Code for binary SVM classification with kernels accompanying the paper 
'Training Structural SVMs with Kernels Using Sampled Cuts' (24 Sep 2008)
------------------------------------------------------------------------
(implemented by Chun-Nam Yu using some of the code in SVM^light by Thorsten Joachims, with SFMT Mersenne Twister RNG library, and the Mosek optimization software)

INSTALLATION
1. This code uses the SFMT random number generator library [1] and the Mosek optimization software [2]. The SFMT library is already included in the tarball but the Mosek optimization software has to be downloaded and installed separately. This code was developed using SFMT version 1.3.3 and Mosek version 5. 
2. Extract the files in the tarball to create the directory svm_sample_cuts.

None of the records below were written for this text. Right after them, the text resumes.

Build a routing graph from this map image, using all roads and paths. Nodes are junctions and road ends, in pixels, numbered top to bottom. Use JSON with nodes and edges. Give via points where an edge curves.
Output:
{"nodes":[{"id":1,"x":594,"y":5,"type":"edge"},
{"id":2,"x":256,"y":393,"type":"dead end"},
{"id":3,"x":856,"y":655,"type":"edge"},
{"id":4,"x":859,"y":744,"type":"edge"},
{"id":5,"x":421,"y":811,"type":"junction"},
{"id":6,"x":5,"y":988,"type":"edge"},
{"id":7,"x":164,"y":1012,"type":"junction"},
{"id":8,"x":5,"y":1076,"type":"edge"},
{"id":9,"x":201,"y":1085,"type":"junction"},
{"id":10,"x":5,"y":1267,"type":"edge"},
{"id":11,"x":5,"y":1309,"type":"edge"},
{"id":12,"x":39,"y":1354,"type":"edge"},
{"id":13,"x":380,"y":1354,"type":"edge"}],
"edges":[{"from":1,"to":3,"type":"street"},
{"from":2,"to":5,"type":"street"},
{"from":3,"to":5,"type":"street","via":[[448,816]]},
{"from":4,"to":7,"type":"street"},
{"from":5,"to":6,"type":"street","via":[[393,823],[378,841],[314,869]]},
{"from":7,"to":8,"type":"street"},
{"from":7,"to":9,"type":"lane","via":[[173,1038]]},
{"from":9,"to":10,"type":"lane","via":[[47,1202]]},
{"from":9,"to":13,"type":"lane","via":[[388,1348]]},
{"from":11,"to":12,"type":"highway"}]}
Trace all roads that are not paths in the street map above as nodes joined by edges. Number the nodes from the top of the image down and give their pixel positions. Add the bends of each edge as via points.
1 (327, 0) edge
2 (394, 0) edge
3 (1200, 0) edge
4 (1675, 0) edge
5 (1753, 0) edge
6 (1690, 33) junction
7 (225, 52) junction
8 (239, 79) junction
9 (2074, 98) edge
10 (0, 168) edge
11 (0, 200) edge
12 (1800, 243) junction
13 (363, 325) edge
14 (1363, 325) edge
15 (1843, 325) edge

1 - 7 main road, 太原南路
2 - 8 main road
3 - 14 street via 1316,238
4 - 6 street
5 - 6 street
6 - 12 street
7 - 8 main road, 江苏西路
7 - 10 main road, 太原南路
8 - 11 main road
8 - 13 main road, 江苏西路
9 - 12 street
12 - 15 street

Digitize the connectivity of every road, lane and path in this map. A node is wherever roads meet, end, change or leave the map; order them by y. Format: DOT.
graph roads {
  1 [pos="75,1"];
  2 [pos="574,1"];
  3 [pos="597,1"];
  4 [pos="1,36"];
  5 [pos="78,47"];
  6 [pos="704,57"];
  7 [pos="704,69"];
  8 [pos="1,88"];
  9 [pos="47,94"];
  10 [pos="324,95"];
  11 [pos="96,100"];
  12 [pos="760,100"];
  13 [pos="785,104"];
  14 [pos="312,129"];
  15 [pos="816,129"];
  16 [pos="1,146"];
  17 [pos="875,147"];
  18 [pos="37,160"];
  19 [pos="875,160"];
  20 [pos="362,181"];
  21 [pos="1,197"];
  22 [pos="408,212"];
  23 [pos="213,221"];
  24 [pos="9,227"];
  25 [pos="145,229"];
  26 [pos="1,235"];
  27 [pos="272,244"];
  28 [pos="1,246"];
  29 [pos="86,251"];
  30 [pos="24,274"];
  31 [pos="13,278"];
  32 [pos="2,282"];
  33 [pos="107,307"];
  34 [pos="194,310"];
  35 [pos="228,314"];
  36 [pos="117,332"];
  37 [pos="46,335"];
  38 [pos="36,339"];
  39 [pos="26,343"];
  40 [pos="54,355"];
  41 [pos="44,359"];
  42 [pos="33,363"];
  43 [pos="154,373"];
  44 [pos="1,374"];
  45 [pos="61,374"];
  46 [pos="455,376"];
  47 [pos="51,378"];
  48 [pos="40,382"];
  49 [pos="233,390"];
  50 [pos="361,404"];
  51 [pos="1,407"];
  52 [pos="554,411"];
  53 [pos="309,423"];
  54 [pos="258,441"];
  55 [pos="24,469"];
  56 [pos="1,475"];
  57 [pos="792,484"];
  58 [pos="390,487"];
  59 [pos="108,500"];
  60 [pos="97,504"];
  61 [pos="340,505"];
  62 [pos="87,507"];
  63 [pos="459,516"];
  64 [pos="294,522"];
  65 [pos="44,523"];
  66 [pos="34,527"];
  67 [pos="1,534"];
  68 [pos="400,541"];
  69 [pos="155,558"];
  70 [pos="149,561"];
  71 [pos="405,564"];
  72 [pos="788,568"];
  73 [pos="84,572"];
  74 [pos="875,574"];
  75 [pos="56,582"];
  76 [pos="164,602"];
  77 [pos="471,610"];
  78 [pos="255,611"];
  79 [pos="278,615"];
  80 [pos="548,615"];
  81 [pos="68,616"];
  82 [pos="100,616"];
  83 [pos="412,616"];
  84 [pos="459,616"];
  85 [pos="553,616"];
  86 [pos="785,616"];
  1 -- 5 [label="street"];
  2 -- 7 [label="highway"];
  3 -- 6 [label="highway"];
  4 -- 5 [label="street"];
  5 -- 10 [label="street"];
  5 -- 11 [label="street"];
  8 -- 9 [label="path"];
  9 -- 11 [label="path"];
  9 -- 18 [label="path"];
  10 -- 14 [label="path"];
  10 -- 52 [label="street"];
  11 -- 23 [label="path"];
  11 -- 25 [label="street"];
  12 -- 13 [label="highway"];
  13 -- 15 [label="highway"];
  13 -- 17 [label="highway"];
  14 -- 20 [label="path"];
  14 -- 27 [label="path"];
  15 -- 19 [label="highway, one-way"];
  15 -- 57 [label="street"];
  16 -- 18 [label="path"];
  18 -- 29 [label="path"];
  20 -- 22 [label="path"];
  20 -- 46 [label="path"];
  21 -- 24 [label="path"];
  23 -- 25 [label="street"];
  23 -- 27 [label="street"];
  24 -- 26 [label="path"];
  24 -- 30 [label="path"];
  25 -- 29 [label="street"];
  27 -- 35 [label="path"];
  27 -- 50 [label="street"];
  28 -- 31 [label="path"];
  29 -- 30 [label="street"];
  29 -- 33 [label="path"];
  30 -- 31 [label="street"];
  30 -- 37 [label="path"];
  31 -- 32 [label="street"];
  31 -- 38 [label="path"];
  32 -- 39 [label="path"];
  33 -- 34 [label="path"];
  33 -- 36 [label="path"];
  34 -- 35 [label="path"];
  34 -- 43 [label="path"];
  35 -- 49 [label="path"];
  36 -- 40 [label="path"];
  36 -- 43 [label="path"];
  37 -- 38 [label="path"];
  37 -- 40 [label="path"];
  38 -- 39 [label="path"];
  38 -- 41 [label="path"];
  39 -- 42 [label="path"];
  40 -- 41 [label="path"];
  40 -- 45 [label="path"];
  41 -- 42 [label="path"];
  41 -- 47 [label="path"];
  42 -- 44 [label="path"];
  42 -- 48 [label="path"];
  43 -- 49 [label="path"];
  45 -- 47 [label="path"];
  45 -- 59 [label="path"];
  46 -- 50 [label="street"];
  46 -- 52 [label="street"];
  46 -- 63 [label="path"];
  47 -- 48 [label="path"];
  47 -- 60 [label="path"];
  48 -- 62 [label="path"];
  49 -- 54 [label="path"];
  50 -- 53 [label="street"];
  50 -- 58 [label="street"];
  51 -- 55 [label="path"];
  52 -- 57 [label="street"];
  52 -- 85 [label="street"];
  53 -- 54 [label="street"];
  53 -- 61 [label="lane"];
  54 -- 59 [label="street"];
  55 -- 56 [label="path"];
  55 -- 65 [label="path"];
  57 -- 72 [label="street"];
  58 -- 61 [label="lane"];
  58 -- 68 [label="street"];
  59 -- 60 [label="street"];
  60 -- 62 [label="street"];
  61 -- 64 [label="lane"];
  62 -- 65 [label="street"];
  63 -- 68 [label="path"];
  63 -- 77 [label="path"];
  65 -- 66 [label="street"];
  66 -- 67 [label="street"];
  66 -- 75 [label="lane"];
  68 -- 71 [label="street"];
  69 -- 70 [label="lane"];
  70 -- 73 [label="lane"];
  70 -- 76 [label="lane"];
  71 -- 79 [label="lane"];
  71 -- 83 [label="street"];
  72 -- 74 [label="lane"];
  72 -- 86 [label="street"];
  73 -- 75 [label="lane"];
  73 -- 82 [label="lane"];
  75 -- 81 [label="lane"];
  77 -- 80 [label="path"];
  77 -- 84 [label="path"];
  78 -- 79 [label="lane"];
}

Extract the SFMT library tarball SFMT-src-1.3.3.tar.gz in the directory svm_sampled_cuts as well.
3. Download and install Mosek from www.mosek.com following the instructions on their website (they've provided a evaluation license and also a special free license for students)
4. After Mosek has been installed, modify the Makefile in svm_sampled_cuts by replacing 'your_mosek_directory' with the path where you install Mosek.
5. Type 'make' in the directory svm_sampled_cuts and make sure that the compilation is successful.


TRAINING
1. To use the uniform sampling (constant time) algorithm for training binary SVM, type:
   ./svm_uniform_sampling [options] TRAINING_FILE TEST_FILE MODEL_FILE
   To use the importance sampling (linear time) algorithm for training binary SVM, type:
   ./svm_importance_sampling [options] TRAINING_FILE TEST_FILE MODEL_FILE

The format of the training input file and the model output file are the same as that of SVM^light. For details of the above algorithms please refer to [3].

2. Before running the program you need to set the environment variables LD_LIBRARY_PATH to include the Mosek library path 'your_mosek_directory/mosek/5/tools/platform/linux32x86/bin/' for 32 bit linux version or 'your_mosek_directory/mosek/5/tools/platform/linux64x86/bin/' for 64 bit linux version. You also need to set MOSEKLM_LICENSE_FILE to point to your Mosek license file.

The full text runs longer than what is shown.